LA ENTREVISTA
El Ayuntamiento de Huelma, a través de la Concejalía de Cultura, organiza el V Encuentro de Saxofonistas de Banda “Villa de Huelma”. Este encuentro está dirigido a saxofonistas pertenecientes a bandas de música, agrupaciones musicales o conservatorios que buscan afianzar y mejorar la técnica e interpretación del instrumento y profundizar en los orígenes del mismo a través de los distintos talleres organizados.

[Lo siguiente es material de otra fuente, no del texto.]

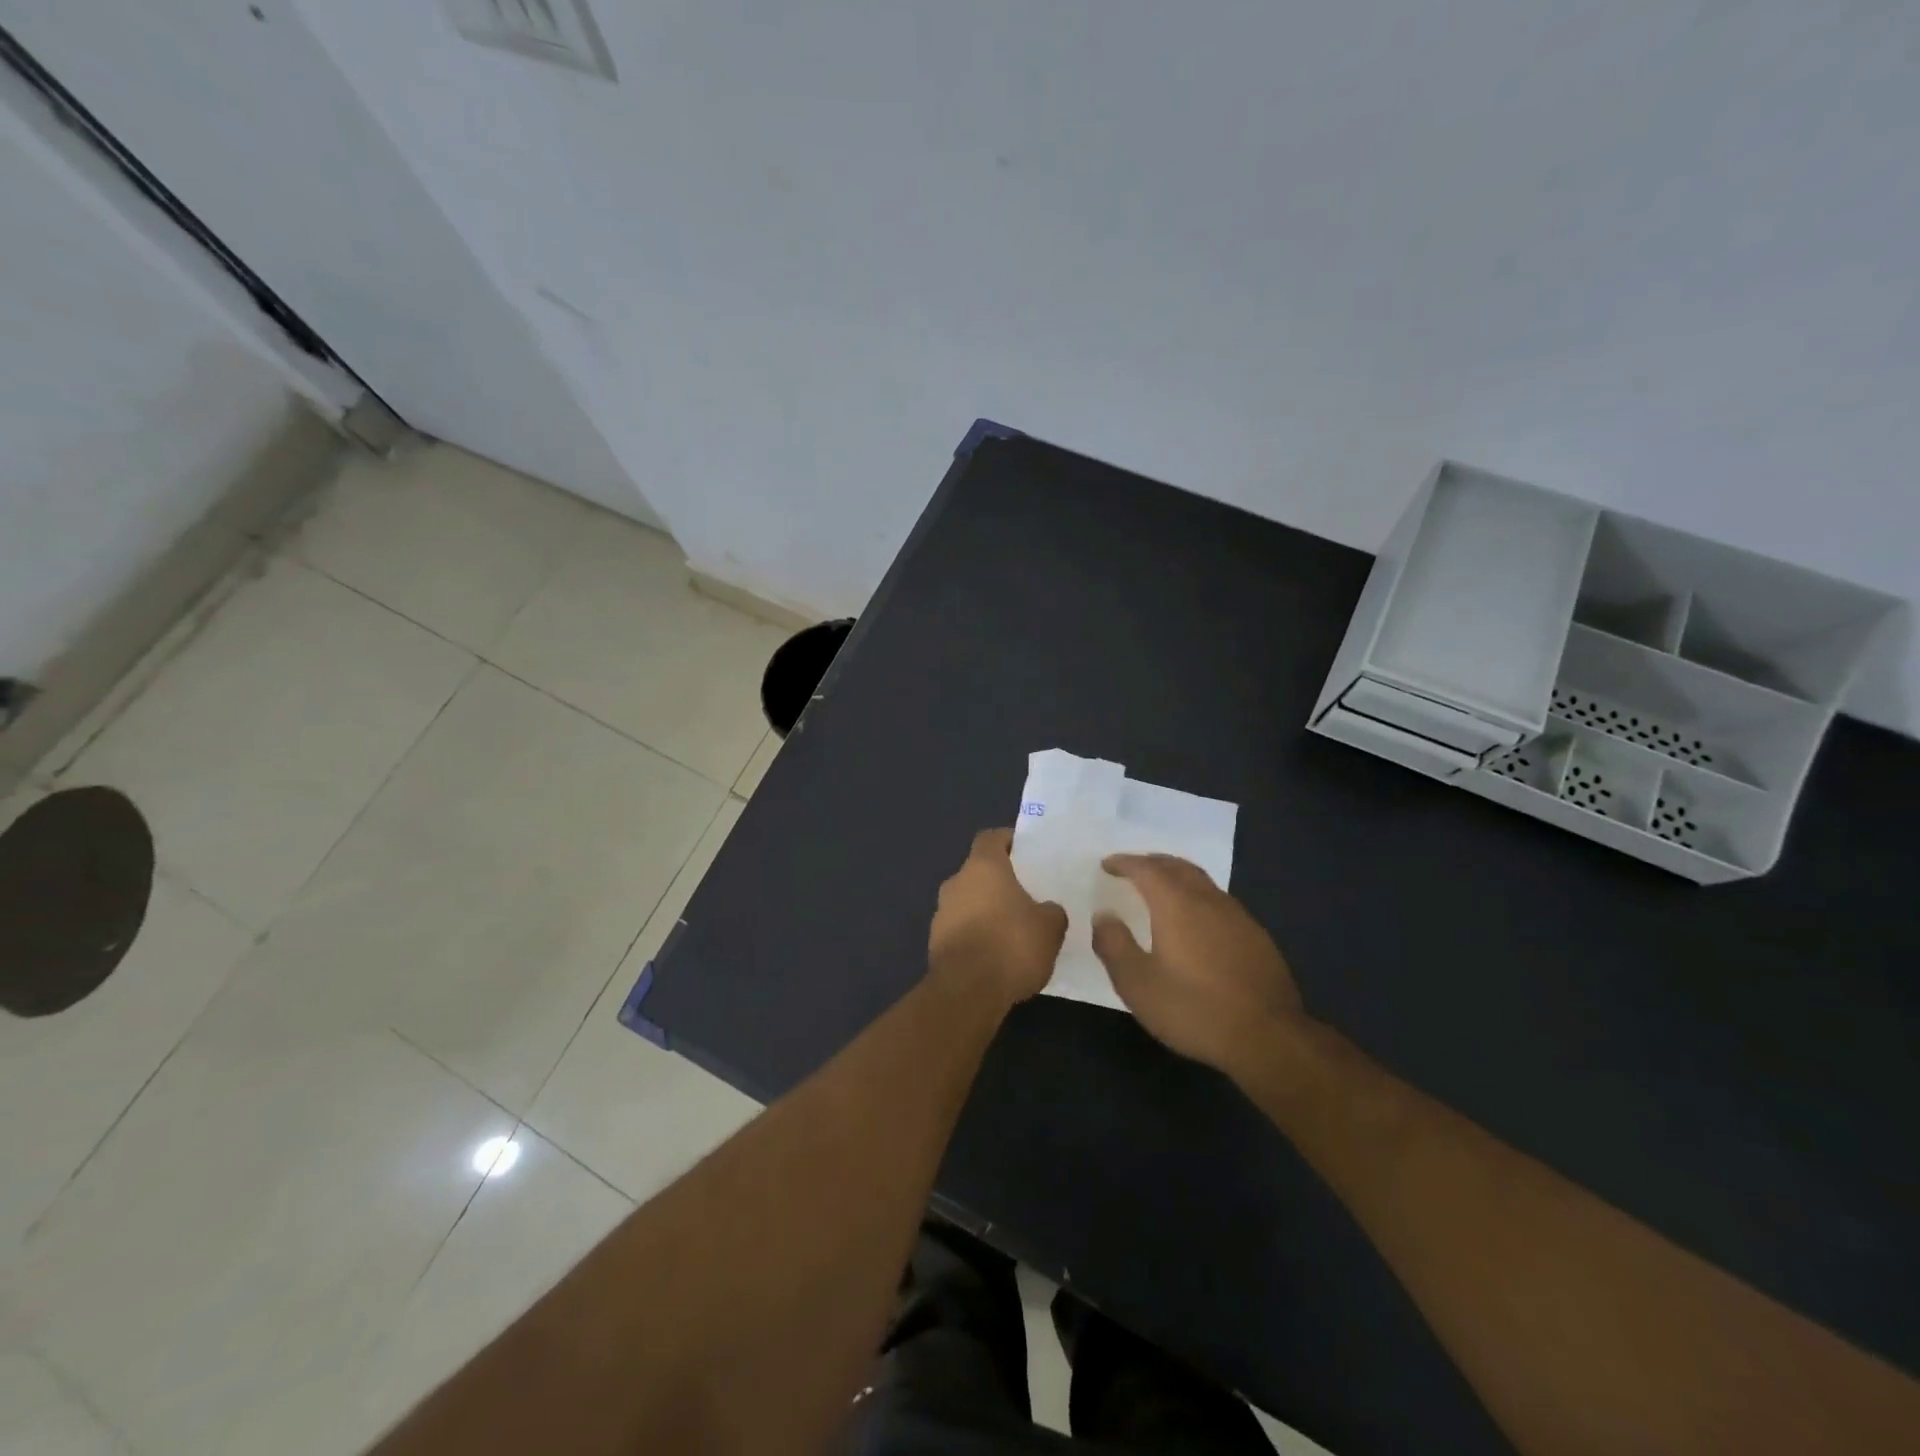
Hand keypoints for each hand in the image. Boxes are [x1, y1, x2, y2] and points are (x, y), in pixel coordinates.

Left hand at [929, 829, 1067, 1005]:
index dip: (1008, 841)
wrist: (967, 990)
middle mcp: (956, 882)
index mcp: (982, 867)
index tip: (1025, 852)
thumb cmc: (1011, 944)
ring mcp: (941, 913)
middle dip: (999, 882)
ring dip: (986, 911)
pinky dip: (977, 936)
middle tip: (1026, 896)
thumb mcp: (1050, 927)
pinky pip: (961, 930)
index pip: (991, 838)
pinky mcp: (935, 943)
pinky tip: (996, 956)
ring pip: (968, 902)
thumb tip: (1046, 910)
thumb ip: (1050, 911)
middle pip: (978, 872)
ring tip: (1013, 931)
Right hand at [1092, 854, 1303, 1078]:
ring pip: (1202, 882)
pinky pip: (1219, 902)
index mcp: (1176, 904)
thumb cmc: (1194, 1009)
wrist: (1268, 1038)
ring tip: (1161, 890)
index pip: (1146, 869)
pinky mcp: (1257, 937)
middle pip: (1178, 866)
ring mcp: (1237, 916)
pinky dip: (1198, 898)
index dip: (1124, 863)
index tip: (1107, 864)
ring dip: (1177, 877)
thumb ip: (1114, 945)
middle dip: (1152, 862)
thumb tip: (1104, 915)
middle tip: (1133, 868)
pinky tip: (1197, 921)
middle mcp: (1208, 900)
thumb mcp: (1138, 984)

Al frente, Pablo García Guzmán, un joven saxofonista natural del municipio, que ya desde el nacimiento del evento participaba como alumno mientras estudiaba en la Asociación Músico-Cultural “Sebastián Valero”. Posteriormente se formó en el Conservatorio Profesional “María de Molina” de Úbeda y en 2023 ingresa en el Real Conservatorio Superior de música “Victoria Eugenia” de Granada en la especialidad de saxofón.
—El saxofón es un instrumento muy versátil, pero muchos lo relacionan únicamente con el jazz. ¿Qué puede ofrecer un cuarteto de saxofones al público?
—Por sus características, el saxofón puede asemejarse a mucho instrumentos de la orquesta clásica. Es un instrumento reciente, pero ha crecido de una manera enorme y puede interpretar repertorio de cuarteto de cuerda, que es el cuarteto por excelencia en música de cámara. Puede interpretar música folclórica, porque es un instrumento muy potente; cuenta con esa finura para parecerse a una flauta, a un violín, a un violonchelo, o también a una trompa. En cuanto a la música, ¿por qué no tirar de géneros como los tangos, por ejemplo?, ¿o de algo más folclórico y de nuestra tierra, como podría ser el pasodoble?
—¿Se trata de adaptar las partituras para cuartetos y bandas al saxofón?
—Si, de hecho es lo que se va a hacer este fin de semana, que vamos a tocar sólo saxofones y percusión, y vamos a adaptar el repertorio de orquesta, de banda o de cuarteto de cuerda a un grupo de aproximadamente 15 o 20 saxofones.
—¿Qué supone para usted participar en un encuentro como el de Huelma?
—Muchísimas cosas. Primero diría que es un orgullo enorme el poder organizar un encuentro en el que participé de niño, y es también una suerte poder hacer esto en Huelma, y que se vaya a convertir en el centro del saxo en Andalucía, con gente de todas las provincias. Me siento privilegiado al poder dar clases a saxofonistas que llegan aquí con muchísima ilusión.
—El encuentro incluye clases, talleres y trabajo de ensemble. ¿Qué aspectos considera más importantes para un saxofonista en formación?
—En este caso, que el encuentro está a orientado a saxofonistas de banda o amateur, lo principal es acercar a esto tipo de alumnos a la forma de trabajar que se haría en una clase de conservatorio o en algo más profesional como una banda municipal, queremos acercarles a la profesionalidad del instrumento.
—¿Cómo ha sido la respuesta a este encuentro?
—Hemos tenido muy buena aceptación. Este año dará clase junto a mí Javier Linares, Catedrático de Saxofón del Conservatorio Superior “Victoria Eugenia” de Granada, que impartirá máster class individuales, gracias a lo cual han respondido saxofonistas que aprovecharán estas clases, ya que ahora se llevan a cabo las pruebas de acceso al conservatorio superior y profesional.
—¿Puede hablar del programa que ha diseñado?
—Creo que hemos conseguido diseñar un programa muy completo que combina formación, conciertos, pasacalles, visitas culturales, un abanico de actividades que creemos que dan un gran atractivo al encuentro.